Pull each line holding "main" out of the entries below.

===== RECORDS TO USE =====

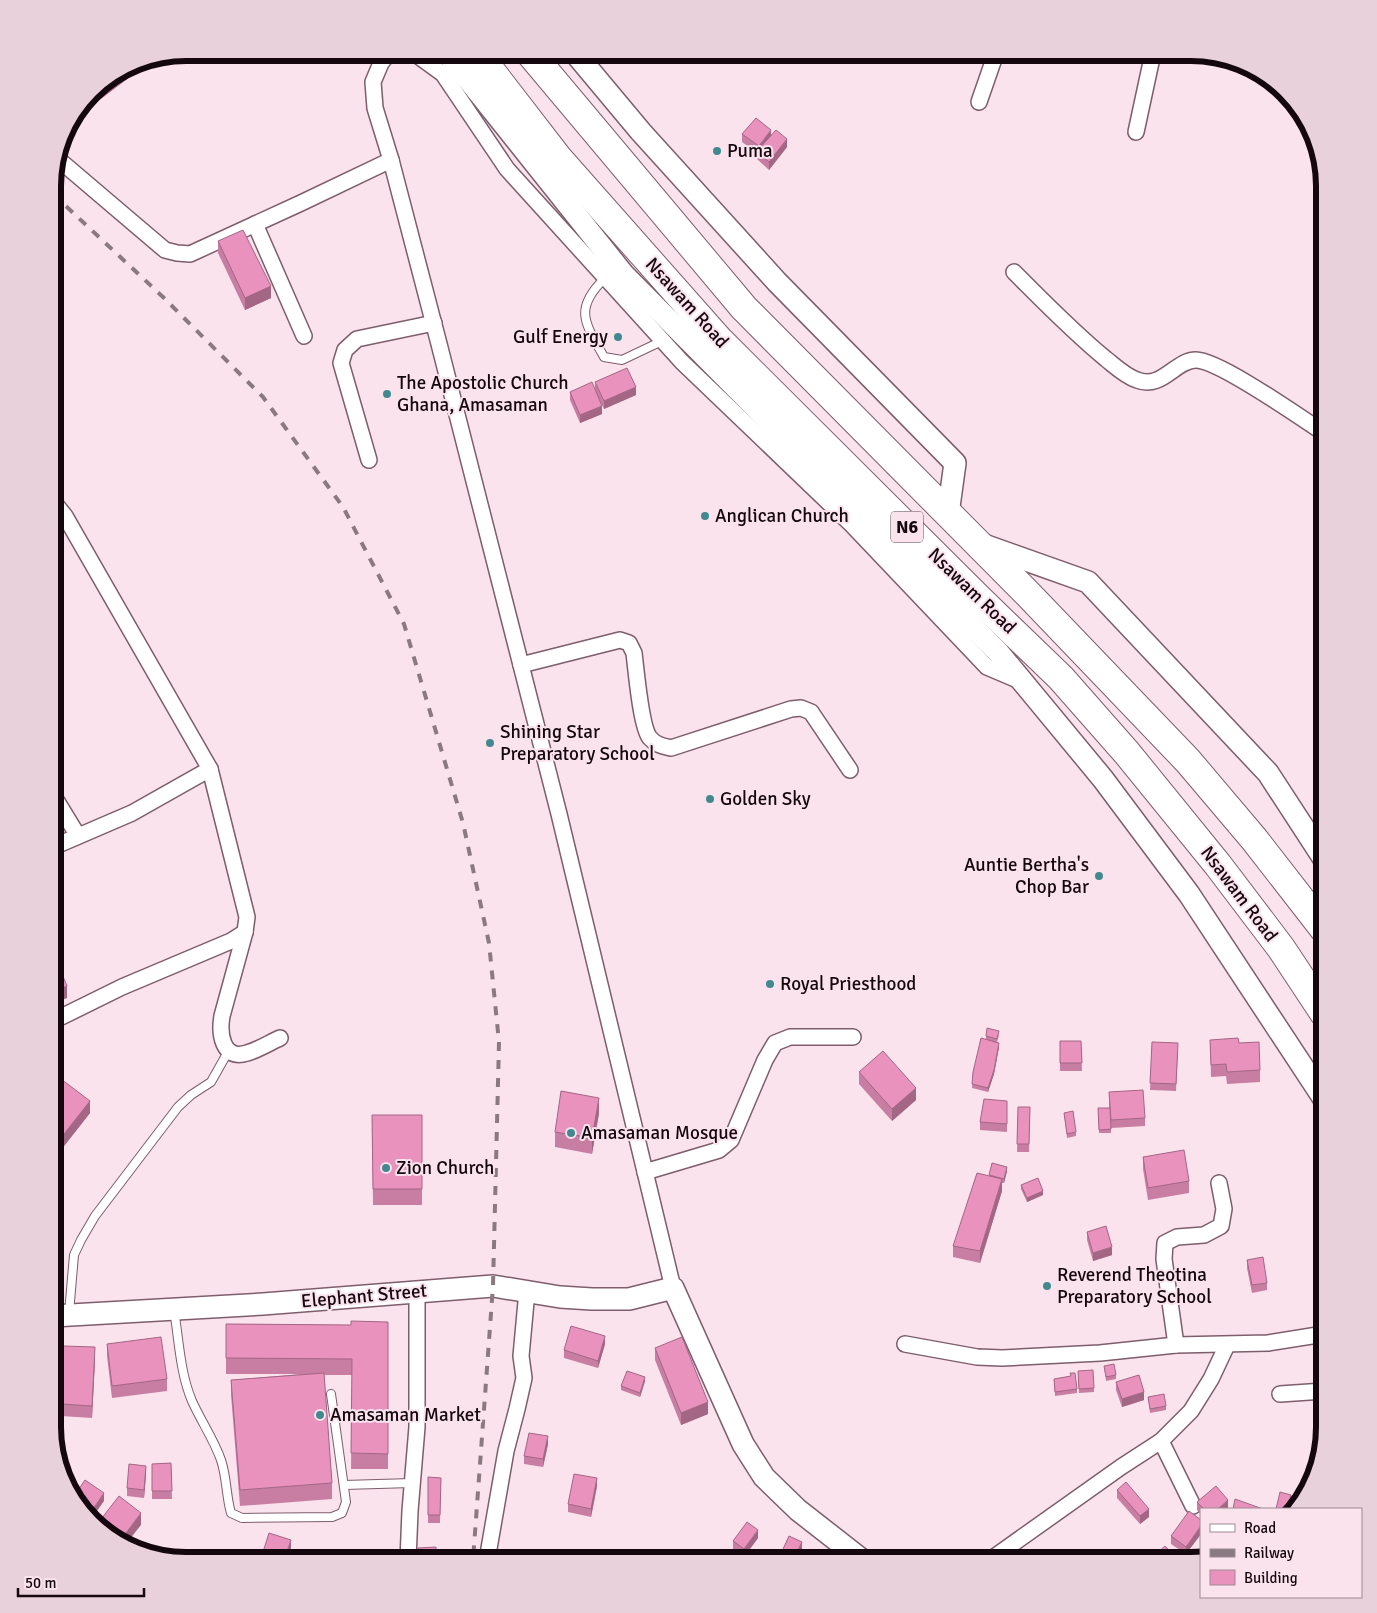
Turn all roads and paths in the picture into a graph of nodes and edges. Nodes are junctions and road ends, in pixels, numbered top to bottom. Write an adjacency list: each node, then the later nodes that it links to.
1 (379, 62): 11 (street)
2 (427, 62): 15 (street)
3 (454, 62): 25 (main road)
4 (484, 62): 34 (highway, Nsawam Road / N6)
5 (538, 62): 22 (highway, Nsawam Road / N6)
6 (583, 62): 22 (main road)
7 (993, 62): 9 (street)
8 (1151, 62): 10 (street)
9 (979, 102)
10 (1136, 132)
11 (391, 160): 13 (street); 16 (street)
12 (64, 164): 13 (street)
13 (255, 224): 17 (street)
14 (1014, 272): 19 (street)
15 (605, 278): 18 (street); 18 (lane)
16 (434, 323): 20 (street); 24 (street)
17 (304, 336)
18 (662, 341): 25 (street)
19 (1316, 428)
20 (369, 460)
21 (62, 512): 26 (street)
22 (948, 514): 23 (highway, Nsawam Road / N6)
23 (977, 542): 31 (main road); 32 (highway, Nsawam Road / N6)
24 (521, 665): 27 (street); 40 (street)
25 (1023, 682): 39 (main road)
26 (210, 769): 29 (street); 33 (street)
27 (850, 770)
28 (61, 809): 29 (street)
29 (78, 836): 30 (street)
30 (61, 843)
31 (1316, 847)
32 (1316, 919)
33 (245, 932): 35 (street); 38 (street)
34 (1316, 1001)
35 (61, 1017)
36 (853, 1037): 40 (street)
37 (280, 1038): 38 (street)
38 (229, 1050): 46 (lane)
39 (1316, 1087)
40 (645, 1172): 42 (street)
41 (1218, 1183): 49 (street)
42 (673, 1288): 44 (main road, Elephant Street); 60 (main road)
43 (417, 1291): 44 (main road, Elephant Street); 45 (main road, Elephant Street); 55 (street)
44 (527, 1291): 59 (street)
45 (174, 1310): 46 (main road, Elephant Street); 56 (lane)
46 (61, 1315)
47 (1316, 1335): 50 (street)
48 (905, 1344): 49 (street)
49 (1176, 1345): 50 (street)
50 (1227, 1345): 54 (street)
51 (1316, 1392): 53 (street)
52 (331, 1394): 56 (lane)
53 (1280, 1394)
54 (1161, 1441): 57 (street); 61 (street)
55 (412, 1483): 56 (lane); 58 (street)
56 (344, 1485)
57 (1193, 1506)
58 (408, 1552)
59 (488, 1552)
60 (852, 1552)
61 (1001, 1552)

=====
===== RECORDS TO USE =====

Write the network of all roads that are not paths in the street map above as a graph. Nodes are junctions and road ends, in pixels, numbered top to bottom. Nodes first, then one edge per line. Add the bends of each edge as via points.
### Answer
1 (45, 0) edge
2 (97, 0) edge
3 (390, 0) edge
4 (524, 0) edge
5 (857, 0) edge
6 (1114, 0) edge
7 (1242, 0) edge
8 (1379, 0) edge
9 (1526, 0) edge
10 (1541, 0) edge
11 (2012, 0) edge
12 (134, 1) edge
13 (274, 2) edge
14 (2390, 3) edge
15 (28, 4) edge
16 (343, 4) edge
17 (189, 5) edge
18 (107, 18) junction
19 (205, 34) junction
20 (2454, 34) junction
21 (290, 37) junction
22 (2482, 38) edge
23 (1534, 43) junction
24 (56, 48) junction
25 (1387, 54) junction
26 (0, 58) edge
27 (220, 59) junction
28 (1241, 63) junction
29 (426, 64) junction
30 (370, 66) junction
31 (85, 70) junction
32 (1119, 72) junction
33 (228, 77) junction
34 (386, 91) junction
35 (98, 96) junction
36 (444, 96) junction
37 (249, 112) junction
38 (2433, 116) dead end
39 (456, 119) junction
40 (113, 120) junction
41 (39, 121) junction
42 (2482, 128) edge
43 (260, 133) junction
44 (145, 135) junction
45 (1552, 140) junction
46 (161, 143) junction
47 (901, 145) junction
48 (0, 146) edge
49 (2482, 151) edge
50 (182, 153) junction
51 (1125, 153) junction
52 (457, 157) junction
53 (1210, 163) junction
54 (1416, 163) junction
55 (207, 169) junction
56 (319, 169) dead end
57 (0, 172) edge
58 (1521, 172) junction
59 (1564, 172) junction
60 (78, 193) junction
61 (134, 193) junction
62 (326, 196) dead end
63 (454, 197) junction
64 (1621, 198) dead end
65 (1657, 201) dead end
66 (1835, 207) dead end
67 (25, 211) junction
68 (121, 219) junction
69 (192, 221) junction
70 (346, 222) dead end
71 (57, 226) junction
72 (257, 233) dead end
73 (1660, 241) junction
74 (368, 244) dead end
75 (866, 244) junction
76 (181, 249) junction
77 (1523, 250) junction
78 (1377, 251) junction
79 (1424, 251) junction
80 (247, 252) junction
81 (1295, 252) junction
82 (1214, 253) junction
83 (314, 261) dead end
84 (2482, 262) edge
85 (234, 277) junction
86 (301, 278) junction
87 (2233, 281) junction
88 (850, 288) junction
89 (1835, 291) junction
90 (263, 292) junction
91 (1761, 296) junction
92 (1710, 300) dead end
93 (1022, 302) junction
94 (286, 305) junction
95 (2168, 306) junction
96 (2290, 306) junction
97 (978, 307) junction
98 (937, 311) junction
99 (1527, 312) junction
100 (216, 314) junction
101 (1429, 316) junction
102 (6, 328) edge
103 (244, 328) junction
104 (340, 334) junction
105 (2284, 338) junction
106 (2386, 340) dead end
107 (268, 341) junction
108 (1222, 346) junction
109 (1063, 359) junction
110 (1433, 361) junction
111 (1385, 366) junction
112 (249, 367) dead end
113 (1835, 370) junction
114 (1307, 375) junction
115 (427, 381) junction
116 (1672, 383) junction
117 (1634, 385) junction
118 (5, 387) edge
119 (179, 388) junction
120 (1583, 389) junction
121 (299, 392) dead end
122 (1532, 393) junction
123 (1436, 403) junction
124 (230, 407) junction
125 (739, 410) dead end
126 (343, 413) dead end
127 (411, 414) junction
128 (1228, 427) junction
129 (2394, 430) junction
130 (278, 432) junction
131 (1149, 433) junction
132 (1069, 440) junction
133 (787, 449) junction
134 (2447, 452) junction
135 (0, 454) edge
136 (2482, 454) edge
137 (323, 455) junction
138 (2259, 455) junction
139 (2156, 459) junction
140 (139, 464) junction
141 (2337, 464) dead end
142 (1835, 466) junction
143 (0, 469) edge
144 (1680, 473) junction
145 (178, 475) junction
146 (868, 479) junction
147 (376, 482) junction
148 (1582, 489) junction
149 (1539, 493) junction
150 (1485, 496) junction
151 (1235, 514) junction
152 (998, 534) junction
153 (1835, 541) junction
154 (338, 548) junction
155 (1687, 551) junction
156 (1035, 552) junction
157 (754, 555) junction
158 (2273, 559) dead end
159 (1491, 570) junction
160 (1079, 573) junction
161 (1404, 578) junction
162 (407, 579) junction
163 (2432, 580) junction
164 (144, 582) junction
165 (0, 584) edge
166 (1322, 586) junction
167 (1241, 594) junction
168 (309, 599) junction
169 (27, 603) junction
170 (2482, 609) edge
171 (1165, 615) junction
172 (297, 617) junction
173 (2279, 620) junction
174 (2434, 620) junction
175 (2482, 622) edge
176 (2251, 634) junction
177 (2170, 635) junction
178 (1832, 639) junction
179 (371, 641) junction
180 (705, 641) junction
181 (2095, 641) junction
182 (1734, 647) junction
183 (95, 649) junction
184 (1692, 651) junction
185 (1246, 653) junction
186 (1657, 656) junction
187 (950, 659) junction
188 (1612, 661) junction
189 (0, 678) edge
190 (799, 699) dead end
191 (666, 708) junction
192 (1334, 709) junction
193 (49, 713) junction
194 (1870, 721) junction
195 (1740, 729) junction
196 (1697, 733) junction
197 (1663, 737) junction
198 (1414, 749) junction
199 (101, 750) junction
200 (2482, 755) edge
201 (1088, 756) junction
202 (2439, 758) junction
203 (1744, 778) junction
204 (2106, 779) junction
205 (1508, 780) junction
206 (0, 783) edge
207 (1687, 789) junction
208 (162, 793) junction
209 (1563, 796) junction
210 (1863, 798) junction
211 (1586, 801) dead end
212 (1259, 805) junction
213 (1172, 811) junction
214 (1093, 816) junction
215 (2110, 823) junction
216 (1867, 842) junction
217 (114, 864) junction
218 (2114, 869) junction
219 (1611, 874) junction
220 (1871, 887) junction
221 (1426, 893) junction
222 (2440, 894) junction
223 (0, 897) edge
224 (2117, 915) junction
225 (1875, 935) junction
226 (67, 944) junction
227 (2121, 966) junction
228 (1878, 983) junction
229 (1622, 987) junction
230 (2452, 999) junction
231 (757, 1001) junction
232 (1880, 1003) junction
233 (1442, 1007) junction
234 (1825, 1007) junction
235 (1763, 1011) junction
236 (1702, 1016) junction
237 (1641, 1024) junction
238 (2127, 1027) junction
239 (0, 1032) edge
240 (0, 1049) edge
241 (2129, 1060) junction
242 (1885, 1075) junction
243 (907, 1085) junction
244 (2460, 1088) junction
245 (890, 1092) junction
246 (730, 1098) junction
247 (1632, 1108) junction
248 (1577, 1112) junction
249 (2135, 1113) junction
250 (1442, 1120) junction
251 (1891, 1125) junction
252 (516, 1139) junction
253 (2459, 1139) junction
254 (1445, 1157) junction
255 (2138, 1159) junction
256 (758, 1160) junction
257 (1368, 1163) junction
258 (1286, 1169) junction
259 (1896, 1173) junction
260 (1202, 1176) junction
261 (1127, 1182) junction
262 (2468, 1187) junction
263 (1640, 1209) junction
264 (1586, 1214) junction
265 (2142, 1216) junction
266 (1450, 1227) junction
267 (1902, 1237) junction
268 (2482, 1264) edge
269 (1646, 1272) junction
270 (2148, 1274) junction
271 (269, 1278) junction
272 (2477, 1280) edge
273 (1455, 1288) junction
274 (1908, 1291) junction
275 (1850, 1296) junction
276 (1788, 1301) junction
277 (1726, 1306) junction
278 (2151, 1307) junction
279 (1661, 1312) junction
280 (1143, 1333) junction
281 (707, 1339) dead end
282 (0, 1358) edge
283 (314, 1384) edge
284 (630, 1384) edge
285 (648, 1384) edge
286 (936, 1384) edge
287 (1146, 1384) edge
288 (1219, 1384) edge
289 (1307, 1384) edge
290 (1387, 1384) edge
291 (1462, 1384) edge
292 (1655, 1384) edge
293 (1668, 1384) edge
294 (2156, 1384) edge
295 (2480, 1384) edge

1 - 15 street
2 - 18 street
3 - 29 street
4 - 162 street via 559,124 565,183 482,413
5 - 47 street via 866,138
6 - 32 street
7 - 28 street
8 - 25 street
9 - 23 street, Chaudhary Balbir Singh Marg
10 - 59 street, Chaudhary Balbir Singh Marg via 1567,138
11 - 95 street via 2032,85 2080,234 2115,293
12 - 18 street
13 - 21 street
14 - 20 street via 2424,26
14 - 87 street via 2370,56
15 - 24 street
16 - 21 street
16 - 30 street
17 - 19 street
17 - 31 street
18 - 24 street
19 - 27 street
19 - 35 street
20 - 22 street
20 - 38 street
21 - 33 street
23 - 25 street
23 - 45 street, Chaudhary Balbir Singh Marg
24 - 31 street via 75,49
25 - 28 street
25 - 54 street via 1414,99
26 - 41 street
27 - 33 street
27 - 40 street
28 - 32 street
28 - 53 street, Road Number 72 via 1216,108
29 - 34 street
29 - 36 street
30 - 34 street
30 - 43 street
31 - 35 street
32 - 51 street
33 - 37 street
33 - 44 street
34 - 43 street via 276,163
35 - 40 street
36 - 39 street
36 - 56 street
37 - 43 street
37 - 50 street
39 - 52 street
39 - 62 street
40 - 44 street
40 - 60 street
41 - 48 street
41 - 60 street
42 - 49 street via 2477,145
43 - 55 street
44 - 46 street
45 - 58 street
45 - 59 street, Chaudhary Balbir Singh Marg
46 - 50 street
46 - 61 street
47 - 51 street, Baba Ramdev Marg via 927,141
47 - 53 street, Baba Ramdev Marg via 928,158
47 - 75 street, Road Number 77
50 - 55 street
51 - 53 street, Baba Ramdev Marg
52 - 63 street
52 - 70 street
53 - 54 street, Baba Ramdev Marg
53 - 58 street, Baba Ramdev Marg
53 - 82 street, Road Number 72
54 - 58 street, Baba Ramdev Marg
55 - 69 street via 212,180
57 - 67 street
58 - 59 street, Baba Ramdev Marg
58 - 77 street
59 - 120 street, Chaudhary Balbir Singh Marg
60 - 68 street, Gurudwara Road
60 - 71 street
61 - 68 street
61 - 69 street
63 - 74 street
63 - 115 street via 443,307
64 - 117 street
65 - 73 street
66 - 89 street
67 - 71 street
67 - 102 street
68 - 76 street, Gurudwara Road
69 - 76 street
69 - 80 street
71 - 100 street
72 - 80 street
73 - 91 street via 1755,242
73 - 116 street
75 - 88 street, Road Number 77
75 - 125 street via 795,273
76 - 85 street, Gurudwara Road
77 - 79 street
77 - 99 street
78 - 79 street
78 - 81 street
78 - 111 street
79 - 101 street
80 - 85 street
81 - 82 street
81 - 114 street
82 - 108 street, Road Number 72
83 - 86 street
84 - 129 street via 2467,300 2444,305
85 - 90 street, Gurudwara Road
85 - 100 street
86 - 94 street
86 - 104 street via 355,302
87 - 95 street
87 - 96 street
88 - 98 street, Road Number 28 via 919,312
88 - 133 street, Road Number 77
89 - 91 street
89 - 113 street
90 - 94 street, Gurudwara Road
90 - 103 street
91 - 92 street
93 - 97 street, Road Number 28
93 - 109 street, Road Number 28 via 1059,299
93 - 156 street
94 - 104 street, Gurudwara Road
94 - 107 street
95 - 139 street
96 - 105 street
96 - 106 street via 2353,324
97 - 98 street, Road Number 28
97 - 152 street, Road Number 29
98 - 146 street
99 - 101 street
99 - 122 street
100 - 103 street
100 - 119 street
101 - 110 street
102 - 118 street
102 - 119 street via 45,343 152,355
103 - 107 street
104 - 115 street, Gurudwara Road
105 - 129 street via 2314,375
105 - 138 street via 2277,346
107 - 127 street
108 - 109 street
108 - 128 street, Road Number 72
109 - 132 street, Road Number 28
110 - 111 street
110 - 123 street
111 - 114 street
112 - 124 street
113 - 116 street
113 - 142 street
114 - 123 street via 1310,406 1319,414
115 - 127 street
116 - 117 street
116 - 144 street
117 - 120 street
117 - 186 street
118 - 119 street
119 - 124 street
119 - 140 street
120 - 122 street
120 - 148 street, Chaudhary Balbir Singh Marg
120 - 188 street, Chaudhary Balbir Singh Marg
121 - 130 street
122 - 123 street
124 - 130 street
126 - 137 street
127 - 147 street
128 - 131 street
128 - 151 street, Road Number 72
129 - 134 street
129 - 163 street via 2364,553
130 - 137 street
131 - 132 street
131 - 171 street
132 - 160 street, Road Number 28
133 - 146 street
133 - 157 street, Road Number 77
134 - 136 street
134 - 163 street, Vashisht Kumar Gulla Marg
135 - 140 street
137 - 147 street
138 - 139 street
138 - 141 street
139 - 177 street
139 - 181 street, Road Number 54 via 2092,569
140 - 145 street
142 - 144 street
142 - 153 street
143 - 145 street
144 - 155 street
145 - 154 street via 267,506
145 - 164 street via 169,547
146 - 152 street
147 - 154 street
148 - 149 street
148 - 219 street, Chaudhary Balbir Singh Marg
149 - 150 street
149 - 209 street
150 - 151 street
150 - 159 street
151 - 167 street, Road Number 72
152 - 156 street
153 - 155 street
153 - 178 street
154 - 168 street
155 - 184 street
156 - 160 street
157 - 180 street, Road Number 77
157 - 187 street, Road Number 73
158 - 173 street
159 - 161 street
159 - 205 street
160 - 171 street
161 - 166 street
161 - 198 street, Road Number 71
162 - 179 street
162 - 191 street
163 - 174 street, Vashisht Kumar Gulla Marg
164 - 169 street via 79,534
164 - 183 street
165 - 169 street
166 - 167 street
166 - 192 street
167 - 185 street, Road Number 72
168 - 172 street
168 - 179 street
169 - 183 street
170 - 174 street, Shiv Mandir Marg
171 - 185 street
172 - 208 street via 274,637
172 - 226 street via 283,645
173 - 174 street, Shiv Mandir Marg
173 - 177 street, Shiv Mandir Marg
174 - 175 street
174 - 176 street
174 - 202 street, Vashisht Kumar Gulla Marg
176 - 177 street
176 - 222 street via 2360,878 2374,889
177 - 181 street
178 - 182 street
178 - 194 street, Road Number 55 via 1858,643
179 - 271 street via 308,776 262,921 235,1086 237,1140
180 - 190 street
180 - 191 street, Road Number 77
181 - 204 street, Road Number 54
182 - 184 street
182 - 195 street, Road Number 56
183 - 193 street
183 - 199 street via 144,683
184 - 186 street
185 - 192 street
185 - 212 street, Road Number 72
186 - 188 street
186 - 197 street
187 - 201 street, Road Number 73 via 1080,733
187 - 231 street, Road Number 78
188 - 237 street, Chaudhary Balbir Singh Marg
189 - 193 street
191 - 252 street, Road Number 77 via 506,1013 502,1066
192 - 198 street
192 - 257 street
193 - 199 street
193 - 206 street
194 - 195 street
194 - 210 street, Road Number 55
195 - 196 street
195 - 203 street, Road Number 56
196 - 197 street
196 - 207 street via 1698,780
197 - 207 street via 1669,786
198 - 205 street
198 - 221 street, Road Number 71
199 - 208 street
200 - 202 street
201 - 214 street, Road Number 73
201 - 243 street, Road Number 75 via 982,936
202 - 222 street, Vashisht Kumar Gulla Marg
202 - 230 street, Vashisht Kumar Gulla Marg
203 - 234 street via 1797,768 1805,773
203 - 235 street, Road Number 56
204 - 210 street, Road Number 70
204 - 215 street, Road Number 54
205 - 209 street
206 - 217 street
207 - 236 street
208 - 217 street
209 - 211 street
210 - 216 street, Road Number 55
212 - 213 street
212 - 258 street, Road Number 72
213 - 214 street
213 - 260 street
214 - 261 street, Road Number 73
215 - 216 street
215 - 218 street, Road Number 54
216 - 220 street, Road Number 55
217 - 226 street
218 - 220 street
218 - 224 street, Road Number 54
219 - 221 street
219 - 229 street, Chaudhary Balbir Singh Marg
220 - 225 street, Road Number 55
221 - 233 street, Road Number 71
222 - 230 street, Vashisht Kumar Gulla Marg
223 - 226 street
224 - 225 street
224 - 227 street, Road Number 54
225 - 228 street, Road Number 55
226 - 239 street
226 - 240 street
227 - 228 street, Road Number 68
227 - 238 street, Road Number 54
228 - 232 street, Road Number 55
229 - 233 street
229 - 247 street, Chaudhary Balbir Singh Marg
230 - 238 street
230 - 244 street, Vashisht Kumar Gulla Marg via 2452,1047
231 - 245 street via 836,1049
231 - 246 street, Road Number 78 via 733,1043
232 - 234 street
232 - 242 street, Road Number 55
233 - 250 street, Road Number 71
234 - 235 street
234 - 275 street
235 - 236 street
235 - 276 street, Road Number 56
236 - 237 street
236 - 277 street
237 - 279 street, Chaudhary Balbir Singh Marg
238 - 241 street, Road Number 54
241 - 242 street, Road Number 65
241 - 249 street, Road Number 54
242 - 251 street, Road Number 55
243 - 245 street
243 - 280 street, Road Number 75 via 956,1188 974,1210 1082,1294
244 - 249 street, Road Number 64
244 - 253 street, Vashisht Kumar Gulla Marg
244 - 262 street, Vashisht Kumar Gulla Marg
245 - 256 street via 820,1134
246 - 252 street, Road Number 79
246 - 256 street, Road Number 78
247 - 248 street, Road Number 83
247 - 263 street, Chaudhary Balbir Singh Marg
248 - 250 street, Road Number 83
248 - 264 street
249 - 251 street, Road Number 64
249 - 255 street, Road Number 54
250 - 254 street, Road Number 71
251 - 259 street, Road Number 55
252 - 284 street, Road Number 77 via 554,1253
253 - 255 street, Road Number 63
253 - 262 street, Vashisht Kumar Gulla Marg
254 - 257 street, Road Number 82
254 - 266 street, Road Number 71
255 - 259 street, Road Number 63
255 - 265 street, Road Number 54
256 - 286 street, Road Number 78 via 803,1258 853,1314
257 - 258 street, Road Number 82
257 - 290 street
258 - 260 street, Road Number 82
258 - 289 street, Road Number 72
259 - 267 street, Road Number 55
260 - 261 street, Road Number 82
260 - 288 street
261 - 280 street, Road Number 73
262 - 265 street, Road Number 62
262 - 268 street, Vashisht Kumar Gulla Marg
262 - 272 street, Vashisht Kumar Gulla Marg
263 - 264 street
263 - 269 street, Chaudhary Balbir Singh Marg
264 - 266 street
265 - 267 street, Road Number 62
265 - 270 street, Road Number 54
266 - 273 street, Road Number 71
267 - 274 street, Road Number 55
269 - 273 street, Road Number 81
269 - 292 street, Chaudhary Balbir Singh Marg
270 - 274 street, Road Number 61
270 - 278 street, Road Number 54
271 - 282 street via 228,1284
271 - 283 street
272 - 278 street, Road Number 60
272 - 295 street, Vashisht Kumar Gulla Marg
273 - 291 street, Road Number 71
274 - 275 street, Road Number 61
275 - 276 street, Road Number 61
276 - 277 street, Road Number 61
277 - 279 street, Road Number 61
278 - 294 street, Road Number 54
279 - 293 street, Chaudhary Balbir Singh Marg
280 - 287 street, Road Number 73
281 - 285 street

=====

* [EXERCISE RESULT]
3 (454, 62): 25 (main road)
6 (583, 62): 22 (main road)
23 (977, 542): 31 (main road); 32 (highway, Nsawam Road / N6)
25 (1023, 682): 39 (main road)
42 (673, 1288): 44 (main road, Elephant Street); 60 (main road)
43 (417, 1291): 44 (main road, Elephant Street); 45 (main road, Elephant Street); 55 (street)
45 (174, 1310): 46 (main road, Elephant Street); 56 (lane)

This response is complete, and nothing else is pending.